Yumruklarını sıktı genç adam, dişleriyle beraber. Gülümsemeye mühürlenmiş dudakları öfkeyle gerildi. Zayıf noktasından vurulmuştu çünkü. En zayıf. Gözlerini bir süre sımsıkı yumdu ve kapıyı sertçe vurup çıktı. Zira orada kalsaydı ağır bir hasar verecekti.

Kaybetmek.

Nefes almak için dışarıya çıktı ama bir türlü toparlanamadı. İki sene. Koskoca iki sene sonunda bile bu kelimeyi duyunca nefessiz kalırdı. Kaybettiği şeyler ağırdı. Koca bedenin de sakladığı acılar, boyunu aşıyordu. Sert yüz hatları bütün duygularını gizlemekte ustaydı. Ama şu lanet kalp, neden olur olmaz zamanlarda sıkışıyordu? İki seneyi devirmiş, bir ceset gibi yaşamıştı. Sadece bir gün kendi sonunun gelmesini bekliyordu. Kendi elleriyle olmayacaktı bu ama ne zaman olacağı konusunda da sabırsızlanıyordu.

Cebinden telefonu çıkarıp tanıdığı en iyi iz sürücüye kızı bulması ve bir resmini atması için mesaj attı. Sadece görmek istiyordu. Bir kalbi hakediyordu mu? Bilmek istiyordu. Belki o zaman onun için korumaktan çok daha fazlasını yapabilirdi.

Çok geçmeden gelen mesajla ters istikamete yöneldi ve ağır adımlarla yürümeye başladı. Bunu yaptığı için pişman olacaktı. Sonunu biliyordu çünkü. Derin bir nefes aldı. Soğuk hava vakit kaybetmeden ciğerlerine dolmuş, hissedemediği acıları bu yolla hissettiriyordu.
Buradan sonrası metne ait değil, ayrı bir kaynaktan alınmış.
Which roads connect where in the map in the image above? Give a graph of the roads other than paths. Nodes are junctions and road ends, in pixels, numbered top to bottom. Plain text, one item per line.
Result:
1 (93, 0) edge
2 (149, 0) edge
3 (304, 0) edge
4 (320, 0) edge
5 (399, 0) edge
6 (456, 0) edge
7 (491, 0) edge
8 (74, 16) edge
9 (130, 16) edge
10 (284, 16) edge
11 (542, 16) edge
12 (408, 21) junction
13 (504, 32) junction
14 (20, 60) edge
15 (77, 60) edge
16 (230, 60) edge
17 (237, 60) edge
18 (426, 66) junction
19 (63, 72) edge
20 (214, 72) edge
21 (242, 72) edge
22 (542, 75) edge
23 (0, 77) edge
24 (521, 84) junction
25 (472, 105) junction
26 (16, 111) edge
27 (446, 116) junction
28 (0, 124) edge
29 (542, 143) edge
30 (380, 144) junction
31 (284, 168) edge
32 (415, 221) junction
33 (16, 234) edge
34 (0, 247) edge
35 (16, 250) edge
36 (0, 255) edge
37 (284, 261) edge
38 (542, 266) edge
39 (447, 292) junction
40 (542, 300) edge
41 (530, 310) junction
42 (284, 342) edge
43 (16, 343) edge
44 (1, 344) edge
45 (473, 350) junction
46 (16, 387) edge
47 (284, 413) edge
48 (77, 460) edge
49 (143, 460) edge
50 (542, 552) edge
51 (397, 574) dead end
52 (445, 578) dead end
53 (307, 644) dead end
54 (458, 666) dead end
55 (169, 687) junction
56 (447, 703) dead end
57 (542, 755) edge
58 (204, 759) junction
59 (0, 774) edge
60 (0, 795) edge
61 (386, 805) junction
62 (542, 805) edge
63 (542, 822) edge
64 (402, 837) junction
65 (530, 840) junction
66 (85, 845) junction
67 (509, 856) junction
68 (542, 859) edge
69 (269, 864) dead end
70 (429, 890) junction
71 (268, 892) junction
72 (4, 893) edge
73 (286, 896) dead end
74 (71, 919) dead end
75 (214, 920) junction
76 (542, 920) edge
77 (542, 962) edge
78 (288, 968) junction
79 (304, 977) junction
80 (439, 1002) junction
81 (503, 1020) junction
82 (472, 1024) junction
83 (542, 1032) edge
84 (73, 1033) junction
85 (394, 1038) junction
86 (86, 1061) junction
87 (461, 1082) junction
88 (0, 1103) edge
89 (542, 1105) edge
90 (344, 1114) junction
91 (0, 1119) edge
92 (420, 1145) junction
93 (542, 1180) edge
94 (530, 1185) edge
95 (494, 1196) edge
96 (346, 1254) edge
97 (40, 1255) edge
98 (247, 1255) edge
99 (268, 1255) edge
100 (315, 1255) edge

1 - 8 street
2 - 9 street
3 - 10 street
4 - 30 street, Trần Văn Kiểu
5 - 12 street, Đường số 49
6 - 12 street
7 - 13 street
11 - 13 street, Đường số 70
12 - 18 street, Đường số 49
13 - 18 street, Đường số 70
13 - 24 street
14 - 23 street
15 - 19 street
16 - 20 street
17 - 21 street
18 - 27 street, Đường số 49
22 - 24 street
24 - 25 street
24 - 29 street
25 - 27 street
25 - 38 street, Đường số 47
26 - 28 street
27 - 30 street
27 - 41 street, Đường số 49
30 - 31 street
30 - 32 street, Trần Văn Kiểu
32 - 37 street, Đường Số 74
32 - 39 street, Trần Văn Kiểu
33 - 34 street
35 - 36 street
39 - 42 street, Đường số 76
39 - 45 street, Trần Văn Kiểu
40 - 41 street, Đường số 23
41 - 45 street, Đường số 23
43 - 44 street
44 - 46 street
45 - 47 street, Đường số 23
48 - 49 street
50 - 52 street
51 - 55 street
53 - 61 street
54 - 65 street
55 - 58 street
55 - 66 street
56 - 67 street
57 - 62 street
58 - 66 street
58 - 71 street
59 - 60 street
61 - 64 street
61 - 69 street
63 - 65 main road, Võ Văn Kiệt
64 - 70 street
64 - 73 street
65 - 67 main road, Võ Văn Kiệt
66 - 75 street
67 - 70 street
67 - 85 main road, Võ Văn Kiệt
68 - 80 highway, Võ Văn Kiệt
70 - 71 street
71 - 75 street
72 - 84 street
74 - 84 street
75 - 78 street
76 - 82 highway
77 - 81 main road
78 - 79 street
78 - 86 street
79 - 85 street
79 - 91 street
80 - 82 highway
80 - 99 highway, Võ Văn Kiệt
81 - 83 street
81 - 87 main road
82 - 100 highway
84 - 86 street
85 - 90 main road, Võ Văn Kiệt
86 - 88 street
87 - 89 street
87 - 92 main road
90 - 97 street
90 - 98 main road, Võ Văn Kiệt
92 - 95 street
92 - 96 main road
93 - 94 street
Çekebileceği en büyük acıyı çekmiş, kotasını çoktan doldurmuştu. Sokağın başına geldiğinde adımlarını durdurdu ve onu gördü. Siyah giyinimiyle karanlıkta kaybolmaya çalışır gibiydi bahsi geçilen o küçük kız. Kendinden bir kaç yaş büyük bir çocukla konuşuyordu. Sarı uzun saçlarını kulağının arkasına itti ve yüzünü tam olarak o zaman görebildi. Masum bir yüzü vardı ve resimde gördüğü kadarıyla gözleri renkliydi. Kahrolası, güzeldi.

"Anla artık, biz diye bir şey yok!" İşte o zaman duydu kızın haşin sesini. Biraz durup izledi. Masum yüzüne yakışmayan sert tavrı, onu diğer insanlardan hemen ayırıyordu. Benim gibi. Şimdiden eksi puan almıştı gözünde. Ses tonu acımasızdı. Yüzü gibi olmasada o gözleri, nasıl bir kızın bu kadar keskin bakışları olabilirdi?

"Neden? Anlamıyorum. Neden bir şans bile vermiyorsun?" Çocuk ellerini havaya kaldırıp bir neden istedi ama kız onu umursamadı bile. Daha çok alay eder bir tavrı vardı.

"Çünkü seni sevmiyorum!" Bu umursamaz tonlamayla boş yere geldiğini anladı genç adam, buna karşılık kaşlarını çattı. Haketmediğini düşündü. Böyle bir kızın korumaya ihtiyacı yoktu. Umursamadan kırmıştı çünkü karşısındakini. Arkasını döndü ve karanlıkta kaybolmak istedi ama arkadan duyduğu bir bağırma sesiyle çok geçmeden onu durdurdu. Omzunun üzerinden geriye doğru boş bir bakış attı.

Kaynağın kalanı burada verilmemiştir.